Hack your home printer to print custom make-up
Technological advances over the last years have diminished the need to print out every text file on paper. Paperless offices are everywhere and many households don’t even have a home printer anymore. It is now common to think about what really needs to get printed before taking it out of your computer and into the ‘real world.’ Is your printer sitting unused in your home office? That is where MINK, a makeup company founded by Harvard graduate Grace Choi, comes in. It aims to teach people how to stop buying cosmetics and start printing their own in any colour.
The idea for Mink came from the frustration Choi felt when learning how the makeup industry functions. Companies tend to use the same base medium as each other. Price differences come either from brand name, or when colours, inexpensive in themselves, are mixed in. Low price-point brands have a smaller selection of colours, and a premium is paid for a wider variety. After mulling over ideas to bring down the price of makeup, Choi settled on the idea to only print a layer of make-up straight onto the base medium and started hunting for the ideal printer to hack into her first prototype. She went through about 20 before finding one that could fill the entire pan of makeup as well as produce the best results.
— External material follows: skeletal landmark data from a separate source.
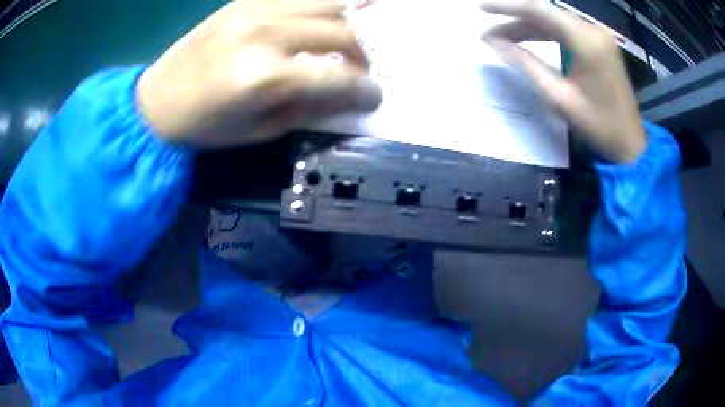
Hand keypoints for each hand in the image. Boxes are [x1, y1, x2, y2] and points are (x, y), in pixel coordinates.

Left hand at [136, 0, 380, 147]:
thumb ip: (311, 108)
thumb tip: (350, 96)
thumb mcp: (260, 131)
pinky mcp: (247, 0)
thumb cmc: (205, 126)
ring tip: (348, 42)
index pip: (340, 75)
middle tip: (362, 71)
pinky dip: (326, 2)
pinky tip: (335, 11)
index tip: (376, 95)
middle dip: (364, 54)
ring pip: (329, 3)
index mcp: (266, 76)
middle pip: (341, 31)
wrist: (157, 101)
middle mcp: (266, 33)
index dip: (367, 88)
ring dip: (350, 23)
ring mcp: (256, 9)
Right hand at [480, 0, 645, 162]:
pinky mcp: (600, 44)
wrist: (630, 144)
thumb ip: (526, 64)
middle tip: (490, 34)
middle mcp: (593, 30)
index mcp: (585, 40)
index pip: (538, 9)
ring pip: (555, 21)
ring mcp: (598, 35)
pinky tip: (529, 40)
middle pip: (546, 13)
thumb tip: (494, 43)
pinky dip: (546, 33)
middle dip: (515, 20)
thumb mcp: (558, 97)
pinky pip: (566, 30)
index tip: (481, 8)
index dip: (506, 6)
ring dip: (528, 27)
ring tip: (503, 39)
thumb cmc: (598, 125)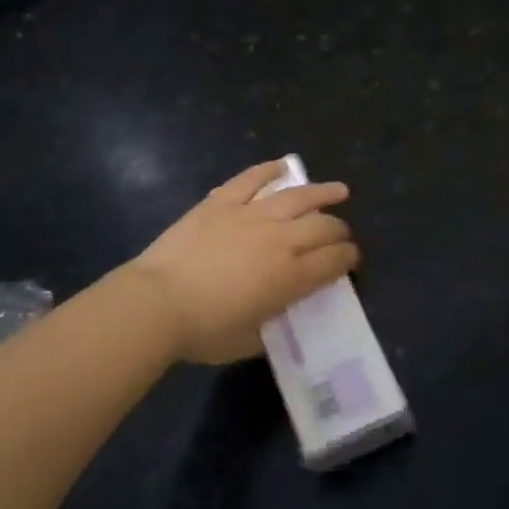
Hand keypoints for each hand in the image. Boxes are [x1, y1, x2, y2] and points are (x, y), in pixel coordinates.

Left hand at [126, 161, 360, 364]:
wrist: (157, 302)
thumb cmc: (203, 330)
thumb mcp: (248, 342)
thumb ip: (272, 327)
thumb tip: (281, 315)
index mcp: (290, 277)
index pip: (333, 261)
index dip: (348, 258)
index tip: (351, 259)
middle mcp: (279, 240)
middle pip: (322, 226)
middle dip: (340, 230)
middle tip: (342, 234)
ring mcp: (250, 215)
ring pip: (297, 196)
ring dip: (323, 192)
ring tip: (339, 190)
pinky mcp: (221, 202)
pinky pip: (251, 179)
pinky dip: (269, 170)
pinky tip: (283, 166)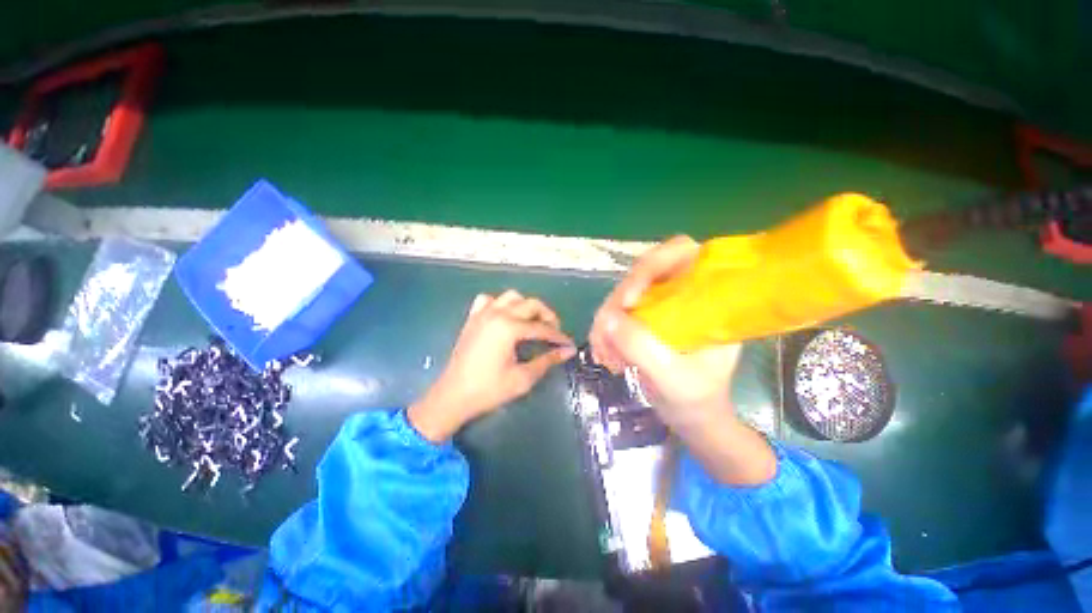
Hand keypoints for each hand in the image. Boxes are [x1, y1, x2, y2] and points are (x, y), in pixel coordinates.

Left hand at [409, 291, 575, 442]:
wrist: (453, 396)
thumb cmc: (489, 390)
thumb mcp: (523, 377)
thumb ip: (548, 360)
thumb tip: (568, 351)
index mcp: (509, 328)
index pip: (542, 328)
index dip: (558, 337)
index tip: (568, 344)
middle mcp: (497, 314)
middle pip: (531, 304)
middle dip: (547, 316)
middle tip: (554, 333)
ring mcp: (483, 313)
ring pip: (512, 297)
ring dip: (526, 306)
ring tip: (532, 322)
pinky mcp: (473, 318)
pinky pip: (489, 300)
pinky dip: (500, 304)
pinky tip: (505, 317)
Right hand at [590, 236, 775, 484]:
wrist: (691, 416)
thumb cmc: (696, 399)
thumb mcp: (674, 378)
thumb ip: (643, 348)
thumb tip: (607, 319)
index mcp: (708, 297)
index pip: (682, 253)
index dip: (653, 265)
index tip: (631, 300)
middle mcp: (682, 292)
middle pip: (642, 273)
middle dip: (619, 302)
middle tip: (607, 333)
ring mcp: (660, 303)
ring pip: (622, 293)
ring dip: (607, 322)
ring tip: (606, 356)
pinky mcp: (642, 317)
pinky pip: (614, 312)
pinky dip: (603, 332)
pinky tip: (606, 357)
“Mink only covers the top layer, but not a lot of people use all the eye shadow they buy,” says Choi. “A girl’s makeup junk drawer is a clear sign that the system of make-up is not working. There’s too much of it you have to buy. So what I tell girls with Mink is, ‘Listen, when you want that neon purple eyeshadow that’s trendy, just print the top layer. When you’re done with that colour, scrape it off, and print the next colour on the remaining blank eyeshadow.’”
Down the line Choi plans to produce a Mink printer as well as accessories that help pick colours from images found online. She will also supply base mediums: white powder for eye shadow and blush, clear moisturiser and lip gloss. However, Mink’s first priority is to teach people the principles of its intended disruption of the beauty industry. This means teaching people how to hack their own home printer into a make-up printing machine
Mink predominantly aims to reach the 13-21 year-old market; people who haven’t yet found their main style and beauty routine and who are interested in experimenting. Instead of buying lots of make-up from different brands, most of which will never get used up, the idea is for people to buy blank substrates and print their favourite colours.
Choi says any inkjet printer can be used but best results can be achieved with the HP 6100. All that is needed is a blank makeup pan, refillable in cartridges, edible ink in cmyk colours to replace your printer’s standard ink, and an image of a colour you would like to try. The video below explains how to do it but the basic principles involve filling your printer with ink that is safe to use on your face, making space for the makeup pan, finding the hex value of the colour you would like with any colour picker tool, and printing a field of that colour.
race Choi has not only found a way to innovate in the make-up industry, but she is also setting an interesting example for home printing. Even though it is increasingly less necessary to print out text files at home. There is no digital alternative for makeup applied to the face. Mink removes the need to purchase coloured makeup and instead provides an infinite colour palette, using technology that has been sitting in our homes for years. The big benefit of a Mink printer may not be to replace your favourite everyday makeup, but it could be the perfect solution for once-off events, experimenting and playing dress-up. If Grace Choi achieves her intended revolution, it could mean goodbye to old makeup junk drawers as well as the financial premium on non-standard colours (possibly spelling the end for those colour ranges). In the mean time, hacking old printers to print eye shadow sounds like a fun idea for my next birthday party.